Boys in the Boat:

Nine Americans and Their Epic Quest for Gold at the 1936 Olympics

by Daniel James Brown

The-Boys-in-the-Boat-tn1The boys in the Boat is a marvelous piece of work, well written, well researched.  I was interested in how Daniel Brown could combine the rowing program at the University of Washington with Hitler’s Germany.  Recommended reading for anyone familiar with the University of Washington and the greater Seattle area.  The description of northwest life in the 1920s and 1930s is seen from the perspective of the young men comprising the U of W’s eight-oar rowing team, Joe Rantz, in particular.  Challenging times for many: the depression, prohibition, Seattle’s soggy disposition.  Easy to become sullen and depressed. Some thrive on adversity and challenge as if they don’t even see it.  Where others see an impassable mountain, they see steps leading to the summit.  Whatever their background, all of these boys were tenacious, competitive and focused.

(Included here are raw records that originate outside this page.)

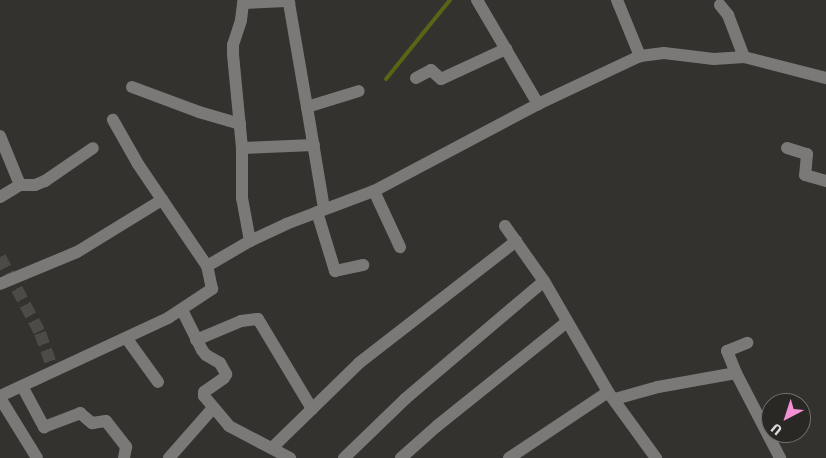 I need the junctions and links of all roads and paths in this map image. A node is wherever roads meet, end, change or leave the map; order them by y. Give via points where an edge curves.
1 (477, 0) edge
2 (617, 0) edge
3 (287, 1) edge
4 (243, 2) edge
5 (720, 5) dead end
6 (506, 49) junction
7 (640, 56) junction
8 (744, 57) junction
9 (416, 78) dead end
10 (826, 78) edge
11 (132, 87) dead end
12 (359, 91) dead end
13 (538, 104) junction
14 (308, 107) junction
15 (113, 120) dead end
16 (240, 124) junction
17 (0, 136) edge
18 (314, 145) junction
19 (93, 148) dead end
20 (242, 148) junction
21 (787, 148) dead end
22 (826, 181) edge
23 (20, 185) junction
24 (374, 191) junction
25 (0, 197) edge
26 (162, 200) junction
27 (320, 211) junction
28 (505, 226) dead end
29 (250, 241) junction
30 (516, 242) junction
31 (400, 246) dead end
32 (363, 265) dead end
33 (207, 266) junction
34 (544, 281) junction
35 (0, 284) edge
36 (182, 310) junction
37 (567, 322) junction
38 (127, 339) junction
39 (196, 340) junction
40 (747, 343) dead end
41 (736, 373) junction
42 (158, 382) dead end
43 (22, 386) junction
44 (611, 395) junction
45 (0, 397) edge
46 (213, 408) junction
47 (312, 409) junction
48 (273, 448) junction
49 (37, 458) edge
50 (124, 458) edge
51 (169, 458) edge
52 (290, 458) edge
53 (344, 458) edge
54 (401, 458) edge
55 (509, 458) edge
56 (656, 458) edge
57 (780, 458) edge

1 - 6 street
2 - 7 street
3 - 4 street
3 - 14 street
4 - 16 street via 233,45
5 - 8 street via 728,16
6 - 9 street via 441,79 431,70
6 - 13 street
7 - 8 street via 664,53 714,59
7 - 13 street
8 - 10 street
11 - 16 street
12 - 14 street
13 - 24 street
14 - 18 street
15 - 26 street
16 - 20 street
17 - 23 street
18 - 20 street
18 - 27 street
19 - 23 street via 46,181
20 - 29 street via 242,198
21 - 22 street via 807,154 805,175
23 - 25 street
24 - 27 street
24 - 31 street
26 - 33 street
26 - 35 street via 77,252
27 - 29 street
27 - 32 street via 335,271
28 - 30 street
29 - 33 street
30 - 34 street
30 - 47 street via 359,363
33 - 36 street via 212,289
34 - 37 street
34 - 53 street via 405,399
36 - 38 street
36 - 39 street
37 - 44 street
37 - 54 street
38 - 42 street
38 - 43 street
39 - 46 street via 206,355 220,363 226,374 204,392
39 - 47 street via 241,321 258,319
40 - 41 street via 727,351
41 - 44 street
41 - 57 street
43 - 45 street
43 - 50 street via 44,426 80,413 92,423 106,421 126,447
44 - 55 street
44 - 56 street
45 - 49 street
46 - 48 street via 236,431
46 - 51 street
47 - 48 street
48 - 52 street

To his great credit, Daniel Brown shows these young men as human individuals, not only as an heroic winning team, unified with one goal.


From Amazon:

Daniel James Brown’s robust book tells the story of the University of Washington’s 1936 eight-oar crew and their epic quest for an Olympic gold medal, a team that transformed the sport and grabbed the attention of millions of Americans. The sons of loggers, shipyard workers, and farmers, the boys defeated elite rivals first from eastern and British universities and finally the German crew rowing for Adolf Hitler in the Olympic games in Berlin, 1936.

The emotional heart of the story lies with one rower, Joe Rantz, a teenager without family or prospects, who rows not for glory, but to regain his shattered self-regard and to find a place he can call home. The crew is assembled  by an enigmatic coach and mentored by a visionary, eccentric British boat builder, but it is their trust in each other that makes them a victorious team. They remind the country of what can be done when everyone quite literally pulls together—a perfect melding of commitment, determination, and optimism.

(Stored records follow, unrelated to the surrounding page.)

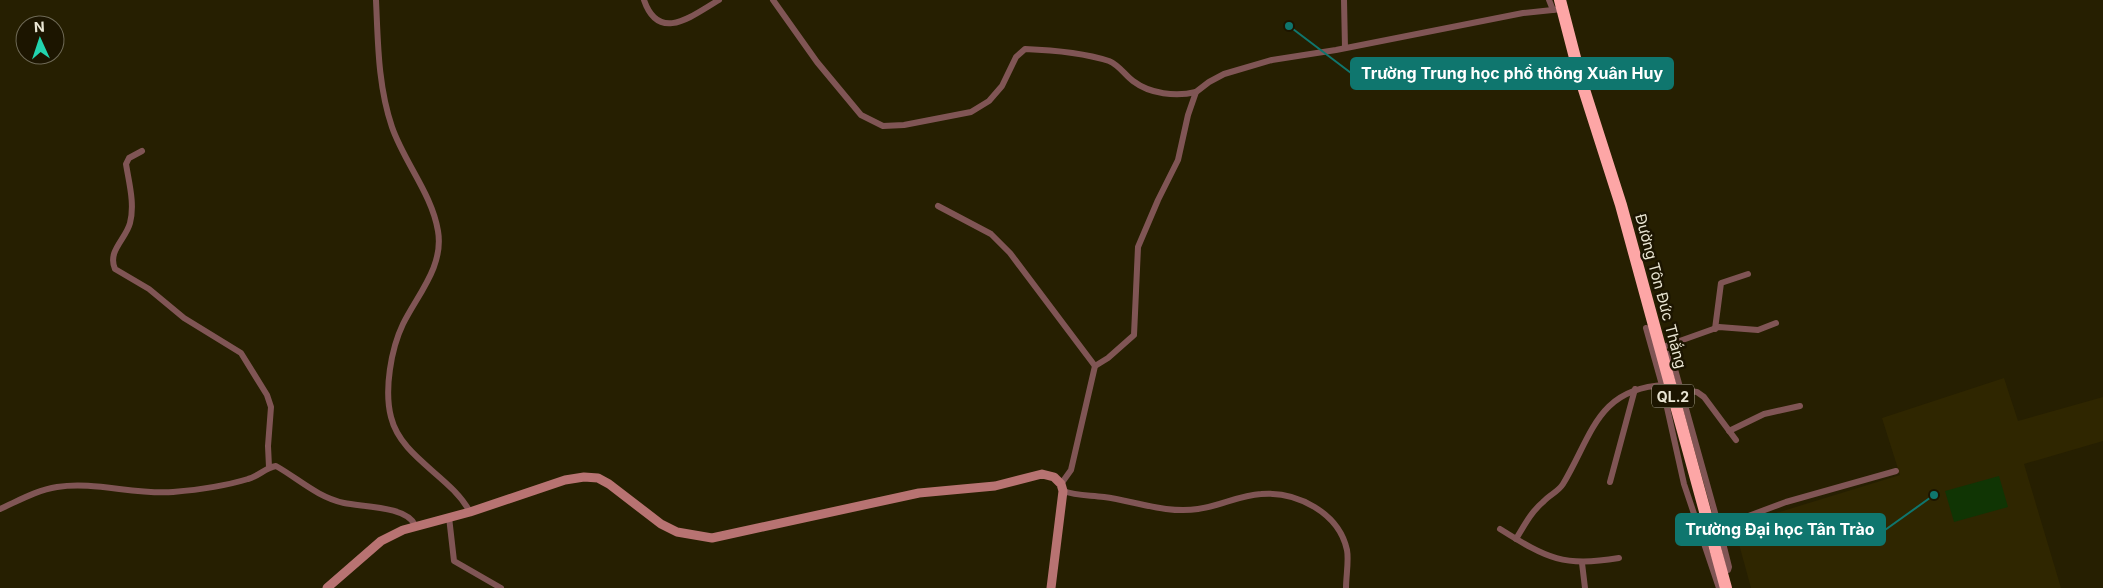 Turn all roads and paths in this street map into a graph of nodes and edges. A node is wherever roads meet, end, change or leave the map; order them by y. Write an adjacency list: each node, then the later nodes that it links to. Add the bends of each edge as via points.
1 (376, 0): 28 (street, via 386,108 435,218 439,245 437,261 402,326 396,346 389,393 391,417 400,439 460,496)
2 (644, 0): 3 (street, via 657,21 670,24 683,22)
3 (719, 0)
4 (773, 0): 9 (street, via 817,62 861,115 883,126 971,112 1002,86 1016,57 1025,49 1094,57 1112,62 1135,82 1163,93 1180,96)
5 (1344, 0): 8 (street)
6 (1549, 0): 7 (street)
7 (1558, 6): 8 (street); 16 (highway, Đường Tôn Đức Thắng / QL.2, via 1614,182)
8 (1345, 48): 9 (street, via 1248,66 1214,78)
9 (1196, 92): 17 (street, via 1178,160 1138,247 1134,335)
10 (142, 151): 23 (street, via 128,158 126,164 132,214 127,232 114,252 114,265 184,318 241,353 271,407)
11 (938, 206): 17 (street, via 991,234 1010,253)
12 (1748, 274): 15 (street, via 1721,283)
13 (1776, 323): 15 (street, via 1758,330)
14 (1646, 328): 18 (street)
15 (1715, 329): 16 (street)
16 (1660, 350): 18 (highway, Đường Tôn Đức Thắng / QL.2)
17 (1095, 366): 26 (street, via 1071,470)
18 (1671, 386): 19 (street); 21 (street, via 1697,392 1704,397); 31 (street); 36 (highway, Đường Tôn Đức Thắng / QL.2); 36 (street, via 1684,484)
19 (1635, 389): 25 (street); 33 (street, via 1597,417 1563,484 1530,516)
20 (1800, 406): 21 (street, via 1764,414)
21 (1729, 430): 22 (street)
22 (1736, 440)
23 (269, 467): 27 (street, via 245,480 172,492 58,487); 30 (street, via 278,468 326,498 396,511 406,515)
24 (1896, 471): 31 (street, via 1786,502)
25 (1610, 482)
26 (1062, 488): 28 (street, via 1054,477 1042,474 987,487 919,493 712,538 677,532 661,524 598,478 566,480); 39 (street); 40 (street, via 1149,506 1184,509 1198,509 1263,494 1283,495 1309,503 1324,514 1341,536 1347,551)
27 (0, 509)
28 (470, 512): 29 (street)
29 (449, 517): 30 (street); 38 (street, via 454,561)
30 (415, 525): 37 (street, via 381,541)
31 (1719, 527): 36 (street, via 1729,567)
32 (1500, 529): 33 (street)
33 (1516, 539): 35 (street, via 1556,559)
34 (1619, 558): 35 (street)
35 (1582, 563): 41 (street)
36 (1718, 573): 42 (street); 43 (highway, Đường Tôn Đức Thắng / QL.2)
37 (327, 588)
38 (501, 588)
39 (1051, 588)
40 (1346, 588)
41 (1585, 588)
42 (1718, 588)
43 (1726, 588)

Drawing on the boys’ own diaries and journals, their photos and memories of a once-in-a-lifetime shared dream, The Boys in the Boat is an irresistible story about beating the odds and finding hope in the most desperate of times—the improbable, intimate story of nine working-class boys from the American west who, in the depths of the Great Depression, showed the world what true grit really meant. It will appeal to readers of Erik Larson, Timothy Egan, James Bradley, and David Halberstam’s The Amateurs.